文摘Motivation: Accurate identification and delineation of promoters/TSSs (transcription start sites) is important for improving genome annotation and devising experiments to study and understand transcriptional regulation. Many promoter identifiers are developed for promoter identification. However, each promoter identifier has its own focuses and limitations, and we introduce an integration scheme to combine some identifiers together to gain a better prediction performance. Result: In this contribution, 8 promoter identifiers (Proscan, TSSG, TSSW, FirstEF, eponine, ProSOM, EP3, FPROM) are chosen for the investigation of integration.

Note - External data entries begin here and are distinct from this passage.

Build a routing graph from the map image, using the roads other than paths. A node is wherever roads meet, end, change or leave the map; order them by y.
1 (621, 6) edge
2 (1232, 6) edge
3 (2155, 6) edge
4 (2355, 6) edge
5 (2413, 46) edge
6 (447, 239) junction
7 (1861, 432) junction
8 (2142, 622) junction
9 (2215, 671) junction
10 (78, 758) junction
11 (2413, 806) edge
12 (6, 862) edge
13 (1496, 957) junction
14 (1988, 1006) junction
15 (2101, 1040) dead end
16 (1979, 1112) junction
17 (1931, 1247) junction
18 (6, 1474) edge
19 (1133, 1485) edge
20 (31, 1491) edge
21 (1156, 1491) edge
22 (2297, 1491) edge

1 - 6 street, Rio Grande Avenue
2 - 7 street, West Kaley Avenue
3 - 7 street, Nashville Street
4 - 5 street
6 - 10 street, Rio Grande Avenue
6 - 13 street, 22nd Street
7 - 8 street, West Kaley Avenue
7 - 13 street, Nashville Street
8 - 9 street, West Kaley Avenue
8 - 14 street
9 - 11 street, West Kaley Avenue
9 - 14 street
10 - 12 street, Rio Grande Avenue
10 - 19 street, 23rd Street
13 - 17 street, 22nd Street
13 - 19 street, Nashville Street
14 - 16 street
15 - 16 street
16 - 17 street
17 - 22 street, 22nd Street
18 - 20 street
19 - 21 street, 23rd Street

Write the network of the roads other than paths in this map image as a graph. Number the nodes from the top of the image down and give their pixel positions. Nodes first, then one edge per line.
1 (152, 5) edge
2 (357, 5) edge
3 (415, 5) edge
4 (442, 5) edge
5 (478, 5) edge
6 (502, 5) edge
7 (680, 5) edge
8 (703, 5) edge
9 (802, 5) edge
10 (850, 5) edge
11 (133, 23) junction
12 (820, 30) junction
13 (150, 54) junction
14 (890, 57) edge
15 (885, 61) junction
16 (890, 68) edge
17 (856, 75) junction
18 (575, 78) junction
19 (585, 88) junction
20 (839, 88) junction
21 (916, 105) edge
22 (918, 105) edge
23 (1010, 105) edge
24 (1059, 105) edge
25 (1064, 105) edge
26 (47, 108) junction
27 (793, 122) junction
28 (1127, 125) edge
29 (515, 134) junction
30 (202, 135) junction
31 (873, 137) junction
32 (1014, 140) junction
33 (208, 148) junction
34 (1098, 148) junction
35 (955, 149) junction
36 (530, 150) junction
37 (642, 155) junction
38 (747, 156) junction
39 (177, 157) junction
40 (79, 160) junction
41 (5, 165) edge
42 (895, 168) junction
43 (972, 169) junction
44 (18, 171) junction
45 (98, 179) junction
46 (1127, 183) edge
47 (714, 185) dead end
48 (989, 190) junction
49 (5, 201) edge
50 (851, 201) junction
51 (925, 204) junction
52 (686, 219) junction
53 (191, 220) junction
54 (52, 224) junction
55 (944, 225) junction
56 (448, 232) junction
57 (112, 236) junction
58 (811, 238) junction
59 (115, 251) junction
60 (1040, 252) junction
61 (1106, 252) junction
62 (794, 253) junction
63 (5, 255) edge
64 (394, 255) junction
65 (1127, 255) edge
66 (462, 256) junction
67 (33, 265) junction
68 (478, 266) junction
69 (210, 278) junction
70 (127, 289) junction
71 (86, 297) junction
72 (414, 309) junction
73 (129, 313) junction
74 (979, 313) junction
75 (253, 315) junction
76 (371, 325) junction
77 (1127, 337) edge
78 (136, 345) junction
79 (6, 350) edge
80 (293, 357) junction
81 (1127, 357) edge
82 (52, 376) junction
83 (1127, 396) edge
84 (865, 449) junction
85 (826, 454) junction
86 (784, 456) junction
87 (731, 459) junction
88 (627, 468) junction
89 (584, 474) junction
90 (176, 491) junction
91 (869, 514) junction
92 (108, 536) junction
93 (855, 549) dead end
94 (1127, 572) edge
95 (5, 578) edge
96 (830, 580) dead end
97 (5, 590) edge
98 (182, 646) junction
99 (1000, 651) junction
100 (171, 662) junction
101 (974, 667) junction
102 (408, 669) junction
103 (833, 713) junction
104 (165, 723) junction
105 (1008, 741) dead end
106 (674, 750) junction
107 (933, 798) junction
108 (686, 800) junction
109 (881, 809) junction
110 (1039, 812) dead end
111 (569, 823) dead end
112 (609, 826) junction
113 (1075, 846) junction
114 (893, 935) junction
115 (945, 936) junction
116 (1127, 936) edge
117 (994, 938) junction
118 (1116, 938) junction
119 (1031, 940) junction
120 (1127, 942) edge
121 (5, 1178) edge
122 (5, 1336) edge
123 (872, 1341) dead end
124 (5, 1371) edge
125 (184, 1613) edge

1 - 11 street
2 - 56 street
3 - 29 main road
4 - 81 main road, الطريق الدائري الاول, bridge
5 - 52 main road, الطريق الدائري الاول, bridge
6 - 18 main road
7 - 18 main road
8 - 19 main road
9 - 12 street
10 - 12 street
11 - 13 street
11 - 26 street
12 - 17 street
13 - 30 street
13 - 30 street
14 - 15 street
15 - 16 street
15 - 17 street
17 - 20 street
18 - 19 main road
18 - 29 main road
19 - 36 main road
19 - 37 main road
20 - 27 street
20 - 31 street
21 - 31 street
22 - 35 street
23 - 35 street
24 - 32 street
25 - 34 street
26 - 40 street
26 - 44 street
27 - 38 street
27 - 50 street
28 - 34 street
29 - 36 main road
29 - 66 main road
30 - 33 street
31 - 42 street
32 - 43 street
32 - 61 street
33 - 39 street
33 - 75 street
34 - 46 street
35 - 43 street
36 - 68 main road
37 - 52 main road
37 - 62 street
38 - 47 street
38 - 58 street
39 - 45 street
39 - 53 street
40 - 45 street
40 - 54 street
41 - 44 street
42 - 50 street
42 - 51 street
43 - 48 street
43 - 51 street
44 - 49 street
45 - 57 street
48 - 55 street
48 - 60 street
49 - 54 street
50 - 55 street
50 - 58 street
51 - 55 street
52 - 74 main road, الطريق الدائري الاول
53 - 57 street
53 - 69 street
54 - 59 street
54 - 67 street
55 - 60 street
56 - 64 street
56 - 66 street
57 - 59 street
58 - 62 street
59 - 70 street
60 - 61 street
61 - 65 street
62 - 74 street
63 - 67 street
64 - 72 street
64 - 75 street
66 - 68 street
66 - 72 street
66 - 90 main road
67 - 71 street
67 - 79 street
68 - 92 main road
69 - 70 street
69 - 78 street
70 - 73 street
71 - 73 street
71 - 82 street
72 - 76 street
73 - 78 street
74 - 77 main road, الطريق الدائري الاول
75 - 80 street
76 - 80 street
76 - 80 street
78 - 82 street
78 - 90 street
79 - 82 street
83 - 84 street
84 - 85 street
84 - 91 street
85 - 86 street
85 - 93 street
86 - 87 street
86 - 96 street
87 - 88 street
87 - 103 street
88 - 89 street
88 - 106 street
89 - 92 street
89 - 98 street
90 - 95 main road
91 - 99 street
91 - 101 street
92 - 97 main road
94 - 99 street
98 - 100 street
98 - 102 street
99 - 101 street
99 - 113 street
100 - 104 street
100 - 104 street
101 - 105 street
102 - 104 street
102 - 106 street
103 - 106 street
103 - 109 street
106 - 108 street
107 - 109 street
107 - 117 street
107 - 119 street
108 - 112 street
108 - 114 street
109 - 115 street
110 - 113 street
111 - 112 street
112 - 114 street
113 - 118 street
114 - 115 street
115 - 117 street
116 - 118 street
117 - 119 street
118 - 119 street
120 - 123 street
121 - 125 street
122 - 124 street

A feature selection method, called mRMR (Minimum Redundancy Maximum Relevance), is novelly transferred to promoter identifier selection by choosing a group of robust and complementing promoter identifiers. For comparison, four integration methods (SMV, WMV, SMV_IS, WMV_IS), from simple to complex, are developed to process a training dataset with 1400 se- quences and a testing dataset with 378 sequences. As a result, 5 identifiers (FPROM, FirstEF, TSSG, epo- nine, TSSW) are chosen by mRMR, and the integration of them achieves 70.08% and 67.83% correct prediction rates for a training dataset and a testing dataset respectively, which is better than any single identifier in which the best single one only achieves 59.32% and 61.78% for the training dataset and testing dataset respectively.